As I alluded to in my initial blog post, I started serving persons with dementia as part of a specialty house calls practice over a decade ago. During this time I had the opportunity to serve many persons with dementia and their caregivers. However, from the start, I knew something wasn't quite right in how these patients were being treated. I kept receiving calls from home health and hospice clinicians asking what were some very basic questions about dementia care. Being a PhD student at the time, I wondered if there had been any programs reported in the literature specifically for persons with dementia receiving home healthcare or hospice, and I was astounded by the lack of research in these areas. Home based care, helping persons with dementia to stay in their homes, and helping their caregivers through this process, is so important, yet it largely with few exceptions was not covered in the literature. In the end though, it wasn't the literature that made this the focus of my career, but this story:
I was taking care of a patient, we'll call her Jane, who had Parkinson's Dementia. She resided in the memory care unit of an assisted living facility as she had severe dementia but still could express herself from time to time and show pleasure in life. Jane was receiving hospice care and had a wonderfully dedicated hospice nurse. This nurse called me one day and said, "you know, I think Jane is declining, she's not talking any more or eating or drinking, should we call her family and let her know." I asked her in what way Jane was declining and she said that Jane was no longer speaking and was just sitting in her wheelchair mute. As an experienced dementia care provider, something just didn't sit right, and I asked her to hold off and would make a visit that day to see Jane.
When I got to Jane's residence, I also saw that her personality had changed and while her eyes were open, she was staring out in fear and was sitting still in her wheelchair. This was a new, acute change, in behavior. Upon performing a head to toe assessment, I found that Jane had developed a stage III pressure injury on her coccyx. The cause of Jane's change in behavior was pain from an avoidable pressure injury. While the pressure injury took several months of vigilant care to improve, the pain we managed right away, in this case, since she was already on a standing dose of acetaminophen 1000mg 3x daily, we discontinued it and replaced it with a half a percocet (5/325) 4x daily. This did the trick. I came back to see Jane the next day and she was back to her usual self.
When I went back and talked to the hospice nurse about the case, I asked her if she had performed a head to toe, and she said "no, I didn't want to disturb her and cause her discomfort." I asked if she had ever heard of delirium, and she said she had but that she didn't think persons with dementia could develop delirium. After providing 1:1 education to her about delirium superimposing on dementia and that acute changes are not always "a turn for the worse" but can be caused by another underlying clinician, she said she had never been taught any of these concepts.

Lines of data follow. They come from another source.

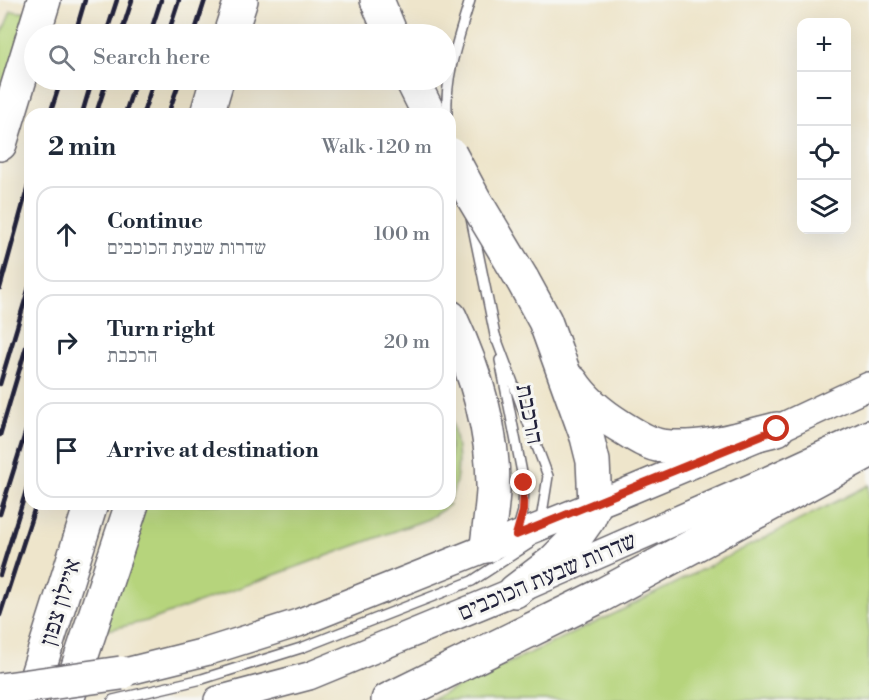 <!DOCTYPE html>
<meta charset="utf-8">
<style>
:root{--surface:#fff;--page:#f2f2f3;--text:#1f2937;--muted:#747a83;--line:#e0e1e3}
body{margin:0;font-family:"Libre Bodoni","Frank Ruhl Libre",serif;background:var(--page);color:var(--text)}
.controls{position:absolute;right:18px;top:18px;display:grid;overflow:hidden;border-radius:12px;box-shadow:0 6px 24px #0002}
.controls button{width:54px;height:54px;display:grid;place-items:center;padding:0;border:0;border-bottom:2px solid var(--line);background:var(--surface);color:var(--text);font:30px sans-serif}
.stop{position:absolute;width:18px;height:18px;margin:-14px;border:4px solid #c8321e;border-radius:50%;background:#fff}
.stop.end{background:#c8321e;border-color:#fff;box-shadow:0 2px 6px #0008}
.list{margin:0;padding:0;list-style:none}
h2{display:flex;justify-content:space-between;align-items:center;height:78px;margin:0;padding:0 24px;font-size:26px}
h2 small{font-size:20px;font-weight:400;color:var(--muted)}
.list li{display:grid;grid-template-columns:39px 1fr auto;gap:18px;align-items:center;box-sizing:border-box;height:96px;margin:0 12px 12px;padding:0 12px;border:2px solid var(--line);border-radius:18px}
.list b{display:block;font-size:22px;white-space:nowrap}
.list p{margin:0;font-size:20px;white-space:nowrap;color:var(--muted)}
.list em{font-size:20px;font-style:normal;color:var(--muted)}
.icon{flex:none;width:33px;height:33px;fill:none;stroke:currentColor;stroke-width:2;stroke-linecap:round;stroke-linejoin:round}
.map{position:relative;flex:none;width:869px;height:700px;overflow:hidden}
.search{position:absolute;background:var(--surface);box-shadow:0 6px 24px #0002;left:24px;top:24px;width:432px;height:66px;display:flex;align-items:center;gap:15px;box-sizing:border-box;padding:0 21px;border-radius:33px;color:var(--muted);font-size:22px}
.panel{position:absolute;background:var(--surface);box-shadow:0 6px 24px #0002;left:24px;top:108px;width:432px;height:402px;border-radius:18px}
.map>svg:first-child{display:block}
.green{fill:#b6d47b;stroke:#6c7b5b;stroke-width:1.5}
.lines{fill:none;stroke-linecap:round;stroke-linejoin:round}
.service-casing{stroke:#69666d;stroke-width:12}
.secondary-casing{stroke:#69666d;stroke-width:30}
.motorway-casing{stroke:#69666d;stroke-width:36}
.service{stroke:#fff;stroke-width:9}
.secondary{stroke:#fff;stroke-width:27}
.motorway{stroke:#fff;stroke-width:33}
.rail{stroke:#22223b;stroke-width:4.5}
.motorway-bridge-casing{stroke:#69666d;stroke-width:36;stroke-linecap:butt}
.motorway-bridge{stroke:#fff;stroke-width:33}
.route{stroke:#c8321e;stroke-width:8}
.labels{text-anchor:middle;stroke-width:6;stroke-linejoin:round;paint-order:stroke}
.street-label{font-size:24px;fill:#22223b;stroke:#f6f6f2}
</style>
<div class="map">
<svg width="869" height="700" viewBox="0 0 869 700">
<rect width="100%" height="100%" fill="#f6f6f2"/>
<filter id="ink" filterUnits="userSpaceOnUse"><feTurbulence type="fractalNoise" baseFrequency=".0167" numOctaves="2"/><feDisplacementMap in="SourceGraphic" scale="12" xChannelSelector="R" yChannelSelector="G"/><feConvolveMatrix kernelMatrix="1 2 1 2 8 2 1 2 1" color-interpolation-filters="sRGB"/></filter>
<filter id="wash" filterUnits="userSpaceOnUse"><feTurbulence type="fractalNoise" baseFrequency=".008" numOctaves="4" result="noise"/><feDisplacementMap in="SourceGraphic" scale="24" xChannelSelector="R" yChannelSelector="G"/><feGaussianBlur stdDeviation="1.35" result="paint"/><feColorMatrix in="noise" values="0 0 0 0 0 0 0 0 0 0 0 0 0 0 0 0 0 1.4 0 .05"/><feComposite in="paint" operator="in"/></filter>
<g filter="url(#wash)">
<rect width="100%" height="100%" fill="#eee5cb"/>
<g class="green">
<path d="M11 11 28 13 0 106V38Z"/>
<path d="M450 409C456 444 464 466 450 501Z"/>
<path d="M869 485V700H429L616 613Z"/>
<path d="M138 504H449L447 507 428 519 151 620 99 632Z"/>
</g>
</g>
<g filter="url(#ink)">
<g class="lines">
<g class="service-casing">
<g id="service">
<path d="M447 114C445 74 459 38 470 0"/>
<path d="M471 218 496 340"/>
<path d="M495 335 548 476 541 520"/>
<path d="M500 360 524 483 523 511 517 532"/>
<path d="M113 700 202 679 301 648 472 581 529 544 531 541"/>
</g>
</g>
<g class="secondary-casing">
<g id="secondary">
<path d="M121 673 209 651 298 623 624 493 777 429 869 386"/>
<path d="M218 700 309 676 515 591 762 483 869 434"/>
</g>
</g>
<g class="motorway-casing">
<g id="motorway">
<path d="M377 0 391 34"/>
<path d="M230 34 241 0"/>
<path d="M412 80 429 114"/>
<path d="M207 114 217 80"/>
<path d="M0 144 44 0"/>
<path d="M450 317C475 370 494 432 493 491 492 509 489 528 487 546"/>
<path d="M572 382C584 400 602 415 620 426 633 434 647 444 662 446 701 451 741 438 777 429"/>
<path d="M515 591 553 562 570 545 589 518 595 504 593 461 587 437 545 321 522 279"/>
<path d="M29 700 91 504"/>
<path d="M67 700 132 504"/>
<path d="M388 700 602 595 869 451"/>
</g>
</g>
<use href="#service" class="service"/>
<use href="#secondary" class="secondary"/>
<use href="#motorway" class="motorway"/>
<g class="rail">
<path d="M75 34 85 0"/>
<path d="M106 34 117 0"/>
<path d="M121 34 132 0"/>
<path d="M150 34 161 0"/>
<path d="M168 34 179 0"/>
<path d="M194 34 205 0"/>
<path d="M50 114 61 80"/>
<path d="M82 114 92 80"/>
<path d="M96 114 107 80"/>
<path d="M125 114 136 80"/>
<path d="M143 114 154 80"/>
<path d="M168 114 180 80"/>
<path d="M0 288 30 179"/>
<path d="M0 384 30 284"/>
<path d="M0 435 30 334"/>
<path d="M0 514 30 418"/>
<path d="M0 575 30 478"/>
<path d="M0 615 36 504"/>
</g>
<g class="motorway-bridge-casing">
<g id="motorway-bridge">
<path d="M450 154 474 199 522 279"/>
<path d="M0 690 121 673"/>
</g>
</g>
<use href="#motorway-bridge" class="motorway-bridge"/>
</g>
</g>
<g class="lines" filter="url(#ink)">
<path class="route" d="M524 483 523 511 516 535 777 429"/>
</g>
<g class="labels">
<g class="street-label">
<text transform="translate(530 414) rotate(79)" y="8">הרכבת</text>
<text transform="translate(547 576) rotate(-23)" y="8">שדרות שבעת הכוכבים</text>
<text transform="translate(60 602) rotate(-73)" y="8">איילון צפון</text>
</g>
</g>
</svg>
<div class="controls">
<button>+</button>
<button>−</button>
<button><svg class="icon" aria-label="locate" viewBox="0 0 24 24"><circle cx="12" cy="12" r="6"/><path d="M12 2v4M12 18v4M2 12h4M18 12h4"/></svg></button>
<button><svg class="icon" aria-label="layers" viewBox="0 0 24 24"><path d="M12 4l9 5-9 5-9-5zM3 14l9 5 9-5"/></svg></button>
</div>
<div class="stop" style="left:777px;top:429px"></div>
<div class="stop end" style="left:524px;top:483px"></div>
<div class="search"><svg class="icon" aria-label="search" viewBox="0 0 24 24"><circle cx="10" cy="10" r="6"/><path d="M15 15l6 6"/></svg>Search here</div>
<section class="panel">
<h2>2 min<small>Walk · 120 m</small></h2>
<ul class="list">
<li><svg class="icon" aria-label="ahead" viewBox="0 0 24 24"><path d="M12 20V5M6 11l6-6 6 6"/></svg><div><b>Continue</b><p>שדרות שבעת הכוכבים</p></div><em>100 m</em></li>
<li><svg class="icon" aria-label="right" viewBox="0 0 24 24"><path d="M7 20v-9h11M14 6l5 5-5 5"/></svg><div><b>Turn right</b><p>הרכבת</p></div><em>20 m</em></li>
<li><svg class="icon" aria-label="arrive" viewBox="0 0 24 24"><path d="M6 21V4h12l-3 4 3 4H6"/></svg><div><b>Arrive at destination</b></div></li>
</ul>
</section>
</div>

So, it is possible, that if I had not been able to go out on a house call, the patient would have suffered significantly more. Even more heart wrenching was that she could have died prematurely as she would have developed worse and worse delirium from her pain, and dehydration would have onset. Instead, Jane lived another 4 months where she still could interact and take joy from meetings with her children and grandchildren, even if she didn't always know who they were. She passed away peacefully in her sleep from an aspiration pneumonia.
I feel blessed that I got to help Jane, but this is a scene, maybe one with different details, or different symptoms, that plays out in home health and hospice cases across the country all to often, where basic good practices are not followed not because the clinician doesn't care, but because they don't know and don't have the resources or training to effectively care for the person with dementia.
This was the inspiration for Aliviado, that it is possible to create a systematic program to improve quality of care in organizations that serve persons with dementia and their caregivers. And now, with its final formation after years of development and research I hope that we can make many more cases like "Jane's" be a thing of the past.